The Ph.D. program in Mexican American Studies (MAS) is an interdisciplinary research degree. An individualized plan of study allows students to develop their own specialization in Mexican American Studies by integrating areas such as indigenous, Cultural, Gender, Education, Immigration, Health, Historical, and Comparative Ethnic Studies.
The deadline for applications is January 15th. The University of Arizona's Ph.D. in Mexican American Studies is a research degree. Applicants should hold a Master's degree or its equivalent by the date of entry into the program. to be competitive for admissions, applicants should have a GPA of at least 3.0 or higher.
The application requirements are as follows:
- Three Letters of Recommendation
- Statement of Intent: A statement of scholarly and research interests.

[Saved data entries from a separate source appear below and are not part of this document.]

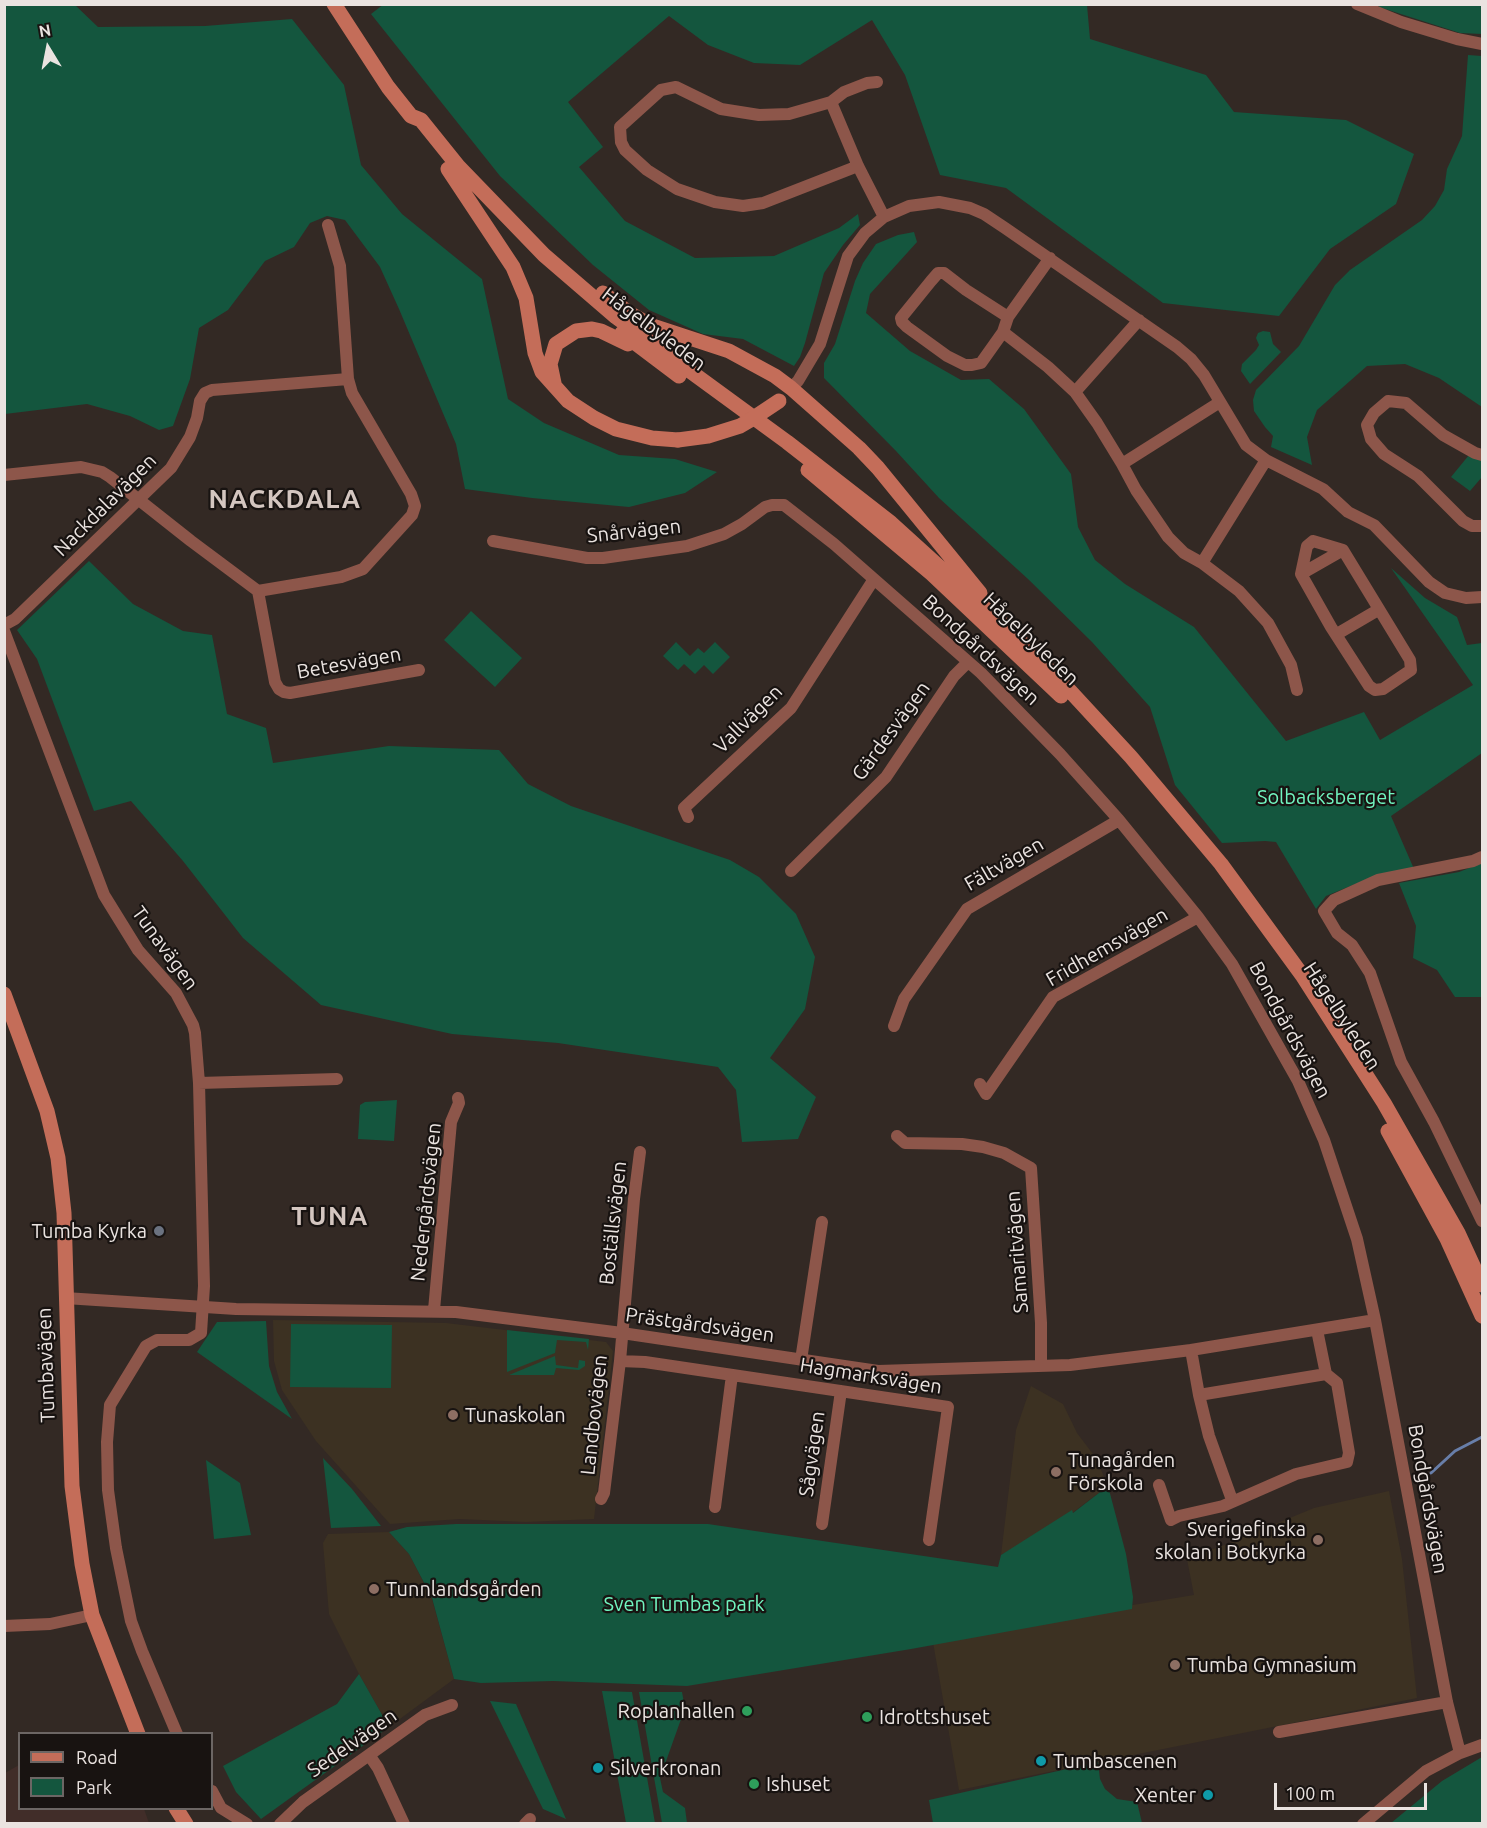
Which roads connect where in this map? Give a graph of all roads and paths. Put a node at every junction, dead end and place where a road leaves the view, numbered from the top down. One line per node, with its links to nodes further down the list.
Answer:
1 (334, 4): 7 (main road, Hågelbyleden)
2 (1357, 4): 3 (street)
3 (1482, 44)
4 (877, 82): 5 (street)
5 (831, 102): 6 (street); 6 (street)
6 (858, 166): 8 (street)
7 (454, 169): 14 (main road, Hågelbyleden); 16 (main road); 17 (main road); 36 (main road, Hågelbyleden)
8 (884, 217): 10 (street); 16 (street)
9 (328, 225): 15 (street)
10 (1050, 258): 11 (street); 12 (street)
11 (1008, 317): 13 (street); 13 (street)
12 (1139, 320): 18 (street); 19 (street)
13 (1003, 332): 18 (street)
14 (672, 372): 17 (main road); 61 (main road, Hågelbyleden)
15 (348, 379): 24 (street, Nackdalavägen); 32 (street)
16 (791, 388): 17 (main road, bridge); 36 (main road)
17 (558, 391)
18 (1075, 392): 22 (street)
19 (1220, 402): 21 (street); 22 (street)
20 (1482, 455): 26 (street)
21 (1266, 460): 29 (street); 33 (street)
22 (1122, 464): 29 (street)
23 (4, 475): 24 (street)
24 (139, 501): 32 (street); 35 (street, Nackdalavägen)
25 (772, 505): 27 (street, Snårvägen); 31 (street, Bondgårdsvägen)
26 (1482, 526)
27 (493, 540)
28 (1343, 550): 30 (street); 30 (street); 34 (street)
29 (1202, 563): 41 (street)
30 (1301, 574): 38 (street)
31 (874, 579): 39 (street, Bondgårdsvägen); 42 (street, Vallvägen)
32 (258, 591): 40 (street, Betesvägen)
33 (1482, 597)
34 (1378, 610): 38 (street); 38 (street)
35 (4, 625)
36 (1010, 630): 57 (main road, Hågelbyleden)
37 (4, 631): 50 (street, Tunavägen)
38 (1337, 634)
39 (968, 662): 43 (street, Bondgårdsvägen); 45 (street, Gärdesvägen)
40 (419, 670)
41 (1297, 690)
42 (688, 817)
43 (1119, 820): 46 (street, Bondgårdsvägen); 48 (street, Fältvägen)
44 (1482, 857): 55 (street)
45 (791, 871)
46 (1198, 917): 51 (street, Fridhemsvägen); 62 (street, Bondgårdsvägen)
47 (4, 994): 58 (main road, Tumbavägen)
48 (894, 1026)
49 (337, 1079): 50 (street)
50 (199, 1083): 59 (street, Tunavägen)
51 (980, 1084)
52 (458, 1098): 60 (street, Nedergårdsvägen)
53 (897, 1136): 68 (street, Samaritvägen)
54 (640, 1152): 64 (street, Boställsvägen)
55 (1482, 1221)
56 (822, 1222): 66 (street)
57 (1482, 1285)
58 (65, 1298): 59 (street, Prästgårdsvägen); 79 (main road, Tumbavägen)
59 (203, 1308): 60 (street, Prästgårdsvägen); 84 (street)
60 (434, 1310): 64 (street, Prästgårdsvägen)
61 (1482, 1316)
62 (1375, 1320): 63 (street, Prästgårdsvägen); 81 (street, Bondgårdsvägen)
63 (1317, 1330): 65 (street, Prästgårdsvägen); 69 (street)
64 (622, 1334): 66 (street, Prästgårdsvägen); 67 (street, Landbovägen)
65 (1191, 1350): 68 (street, Prästgårdsvägen); 72 (street)
66 (801, 1360): 68 (street, Prästgårdsvägen)
67 (620, 1361): 70 (street, Hagmarksvägen); 74 (street, Landbovägen)
68 (1041, 1366)
69 (1326, 1374): 72 (street); 75 (street)
70 (732, 1375): 71 (street, Hagmarksvägen); 76 (street)
71 (841, 1390): 77 (street, Sågvägen); 78 (street, Hagmarksvägen)
72 (1199, 1395): 75 (street)
73 (1159, 1485): 75 (street)
74 (601, 1499)
75 (1232, 1500)
76 (716, 1507)
77 (822, 1524)
78 (929, 1540)
79 (92, 1615): 80 (street); 83 (main road, Tumbavägen)
80 (4, 1626)
81 (1447, 1702): 85 (street); 87 (street, Bondgårdsvägen)
82 (452, 1705): 88 (street, Sedelvägen)
83 (137, 1732)
84 (176, 1732)
85 (1279, 1732)
86 (1482, 1745): 87 (street)
87 (1460, 1753): 97 (street)
88 (369, 1755): 95 (street, Sedelvägen); 96 (street)
89 (213, 1793): 94 (street)
90 (170, 1810): 92 (main road)
91 (177, 1810): 93 (main road)
92 (176, 1824)
93 (186, 1824)
94 (247, 1824)
95 (280, 1824)
96 (404, 1824)
97 (1363, 1824)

- Updated Curriculum Vitae.
- Writing sample: a 35-50 page scholarly paper or Master's Thesis
- Official Transcripts from all previous colleges and universities attended.
- A copy of official GRE scores. (GRE scores are being waived for the 2020-2021 academic year until further notice)
The department application is available through the Graduation College Application: http://grad.arizona.edu/admissions/apply-now
A minimum of 66 units are required for the completion of the Ph.D. in Mexican American Studies. All required units of credit must be at the graduate level at the University of Arizona or at an accredited institution in consultation with the Major Advisor, MAS academic coordinator and the Director of Graduate Studies. The department encourages students to collaborate with other academic units within the University to explore relevant theories, knowledge, and perspectives based on their specialized field of scholarly inquiry and research. These aforementioned departmental requirements allow students a wide range of choices and independence in completing their degree requirements.
Ph.D. Program Guide:
Foundation: MAS 695A 3 units
Core: 18 units
MAS 566 Chicana Decolonial Theory*
Chosen Field: 15 units
Minor (if in MAS) 9 units
Methods: MAS 580A** 3 units
Dissertation: 18 units
Total: 66 units
* Applicable to students entering the PhD program Fall 2017 or after.
** Applicable to students entering the PhD program Fall 2019 or after.
The MAS Ph.D. Degree requires that students take 18 units of core graduate coursework offered by the MAS Faculty, as well as MAS 695A (3 units): Mexican American Studies Ph.D. Colloquium.
In consultation with a major advisor, students have the option of completing a minor in MAS (9 units) or selecting to minor outside of MAS. If completing a minor outside of MAS, please see that department for their Ph.D. Minor guidelines and unit requirements.
Since this is an interdisciplinary program, each student, in consultation with their with their Major Advisor, should take 3 units in an approved research methods course that best serves their research agenda. Additional units may be required as per research needs.
A minimum of 18 dissertation units are required. The following must also be completed:
- A qualifying exam within 2 semesters that affirms formal acceptance into the program.
- Completion and affirmative evaluation of the comprehensive examination.
- Prospectus and prospectus review.
- Dissertation defense.
- Completed and approved dissertation
- Doctoral plan of study
If you have any questions about the program or the requirements for applying and/or acceptance into the program contact Julieta Gomez, Program Coordinator, Sr via email at email@example.com or by telephone at (520)-626-8103
MAS PhD Alumni Spotlight
Andrea Hernandez Holm was the first student to graduate from the PhD program in MAS (2016). Her doctoral work focused on the role of Mexicana and Chicana knowledge-keeping traditions in the U.S.-Mexico Borderlands. She has published a number of articles and has a book manuscript in review. Currently, Andrea is the director of the Writing Skills Improvement Program at the University of Arizona, where she oversees programs that provide academic writing support for individuals and organizations around the world. Under her leadership, Writing Skills has recently been awarded the UA Provost Investment Fund to support the Graduate Writing Institute, and a National Endowment for the Humanities American Rescue Plan award to support the Academic Writing in the Borderlands initiative. Andrea is also a poet and her first collection of poetry, Not Enough, Too Much, is forthcoming from FlowerSong Press in 2022.
Dr. Juvenal Caporale completed his doctorate in Mexican American Studies at the University of Arizona in May 2020. Currently, he is an Assistant Professor of Ethnic Studies at California State University, Stanislaus. Dr. Caporale’s research interests include healing, re-Indigenization, and re-humanization. Specifically, his work centers on Brown and Indigenous men who participate in circles (extended kinship networks) and ceremonial practices to heal intergenerational trauma. Dr. Caporale is a Ford, Fulbright, and Bilinski Fellow and has authored essays in Aztlán, Urban Education, Springer, and the University of Arizona Press.